EXERCISE PROMPT
I'd like the entries repeated exactly, without their pictures.
-------------------------
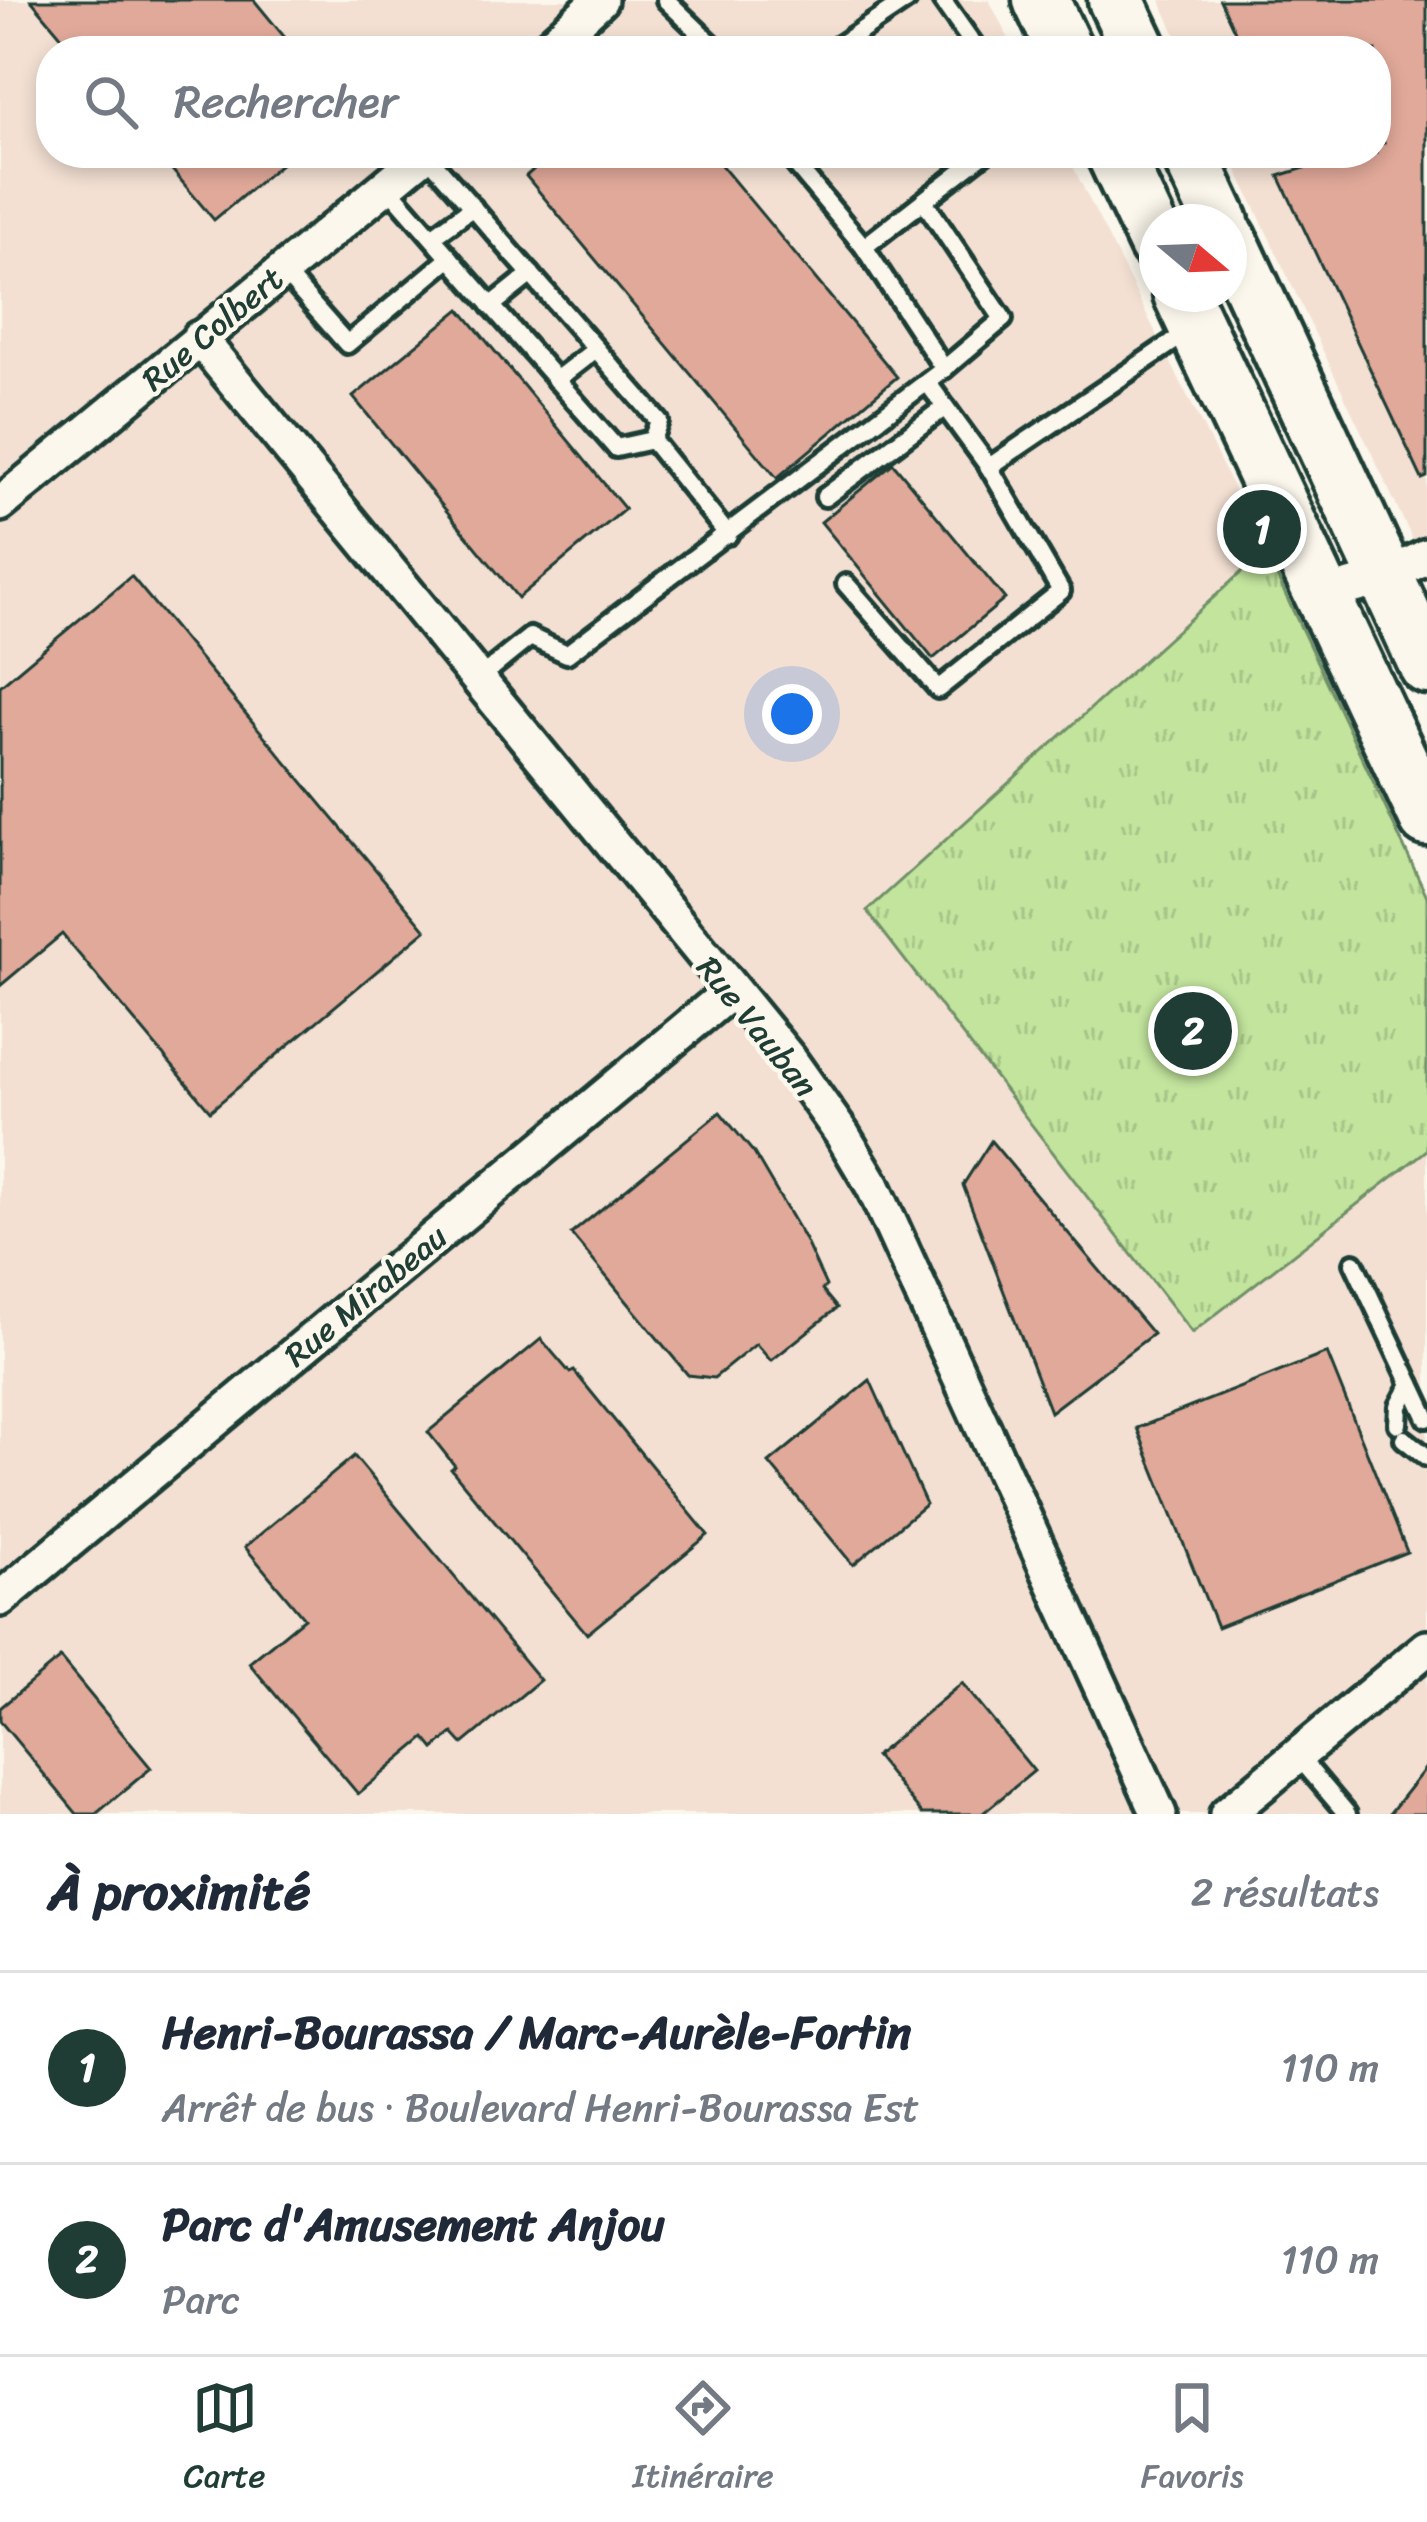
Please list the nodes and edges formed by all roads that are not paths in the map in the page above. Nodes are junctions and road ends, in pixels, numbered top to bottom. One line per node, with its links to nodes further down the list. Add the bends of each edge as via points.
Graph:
1 (666, 0): 8 (lane)
2 (907, 0): 9 (lane)
3 (942, 0): 10 (lane)
4 (1041, 0): 11 (main road)
5 (1116, 0): 12 (main road)
6 (588, 4): 7 (street)
7 (558, 36)
8 (703, 36)
9 (853, 36)
10 (967, 36)
11 (1058, 36)
12 (1133, 36)
13 (407, 168): 19 (street, Rue Colbert)
14 (439, 168): 23 (lane)
15 (798, 168): 25 (lane)
16 (966, 168): 20 (lane)
17 (1121, 168): 22 (main road)
18 (1196, 168): 21 (main road)
19 (386, 185): 24 (lane); 27 (street, Rue Colbert)
20 (924, 201): 25 (lane); 35 (lane, via 1003,319)
21 (1213, 204)
22 (1139, 206)
23 (472, 207): 24 (lane); 29 (lane)
24 (432, 237): 26 (lane)
25 (864, 247): 35 (lane)
26 (450, 258): 27 (lane, via 347,344); 30 (lane)
27 (281, 270): 33 (street, Rue Colbert)
28 (1247, 271): 44 (main road)
29 (531, 274): 30 (lane); 34 (lane)
30 (491, 306): 36 (lane)
31 (1185, 312): 40 (lane)
32 (1189, 312): 46 (main road)
33 (199, 338): 42 (street, Rue Colbert); 48 (street, Rue Vauban)
34 (596, 349): 36 (lane); 39 (lane, via 659,421)
35 (944, 369): 37 (lane)
36 (556, 380): 39 (lane, via 616,448)
37 (927, 382): 38 (lane); 43 (lane)
38 (945, 407): 40 (lane); 41 (lane)
39 (652, 440): 43 (lane)
40 (989, 467): 45 (lane, via 1061,591 938,688)
41 (825, 497)
42 (0, 504)
43 (728, 535): 48 (lane, via 567,654 530,637)
44 (1406, 567): 46 (street); 47 (main road)
45 (846, 584)
46 (1322, 595): 49 (main road)
47 (1427, 666)
48 (478, 679): 50 (street, Rue Vauban)
49 (1427, 818)
50 (730, 991): 55 (street, Rue Mirabeau); 58 (street, Rue Vauban, via 789,1059 873,1186)
51 (1354, 1263): 52 (lane)
52 (1411, 1384): 53 (lane); 54 (lane, via 1399,1406 1401,1432)
53 (1427, 1418)
54 (1427, 1457)
55 (0, 1600)
56 (1427, 1648): 57 (street)
57 (1298, 1756): 59 (street); 60 (lane)
58 (1159, 1814)
59 (1227, 1814)
60 (1347, 1814)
-------------------------
WRITTEN RESPONSE
Please list the nodes and edges formed by all roads that are not paths in the map in the page above. Nodes are junctions and road ends, in pixels, numbered top to bottom. One line per node, with its links to nodes further down the list. Add the bends of each edge as via points.
Graph:
1 (666, 0): 8 (lane)
2 (907, 0): 9 (lane)
3 (942, 0): 10 (lane)
4 (1041, 0): 11 (main road)
5 (1116, 0): 12 (main road)
6 (588, 4): 7 (street)
7 (558, 36)
8 (703, 36)
9 (853, 36)
10 (967, 36)
11 (1058, 36)
12 (1133, 36)
13 (407, 168): 19 (street, Rue Colbert)
14 (439, 168): 23 (lane)
15 (798, 168): 25 (lane)
16 (966, 168): 20 (lane)
17 (1121, 168): 22 (main road)
18 (1196, 168): 21 (main road)
19 (386, 185): 24 (lane); 27 (street, Rue Colbert)
20 (924, 201): 25 (lane); 35 (lane, via 1003,319)
21 (1213, 204)
22 (1139, 206)
23 (472, 207): 24 (lane); 29 (lane)
24 (432, 237): 26 (lane)
25 (864, 247): 35 (lane)
26 (450, 258): 27 (lane, via 347,344); 30 (lane)
27 (281, 270): 33 (street, Rue Colbert)
28 (1247, 271): 44 (main road)
29 (531, 274): 30 (lane); 34 (lane)
30 (491, 306): 36 (lane)
31 (1185, 312): 40 (lane)
32 (1189, 312): 46 (main road)
33 (199, 338): 42 (street, Rue Colbert); 48 (street, Rue Vauban)
34 (596, 349): 36 (lane); 39 (lane, via 659,421)
35 (944, 369): 37 (lane)
36 (556, 380): 39 (lane, via 616,448)
37 (927, 382): 38 (lane); 43 (lane)
38 (945, 407): 40 (lane); 41 (lane)
39 (652, 440): 43 (lane)
40 (989, 467): 45 (lane, via 1061,591 938,688)
41 (825, 497)
42 (0, 504)
43 (728, 535): 48 (lane, via 567,654 530,637)
44 (1406, 567): 46 (street); 47 (main road)
45 (846, 584)
46 (1322, 595): 49 (main road)
47 (1427, 666)
48 (478, 679): 50 (street, Rue Vauban)
49 (1427, 818)
50 (730, 991): 55 (street, Rue Mirabeau); 58 (street, Rue Vauban, via 789,1059 873,1186)
51 (1354, 1263): 52 (lane)
52 (1411, 1384): 53 (lane); 54 (lane, via 1399,1406 1401,1432)
53 (1427, 1418)
54 (1427, 1457)
55 (0, 1600)
56 (1427, 1648): 57 (street)
57 (1298, 1756): 59 (street); 60 (lane)
58 (1159, 1814)
59 (1227, 1814)
60 (1347, 1814)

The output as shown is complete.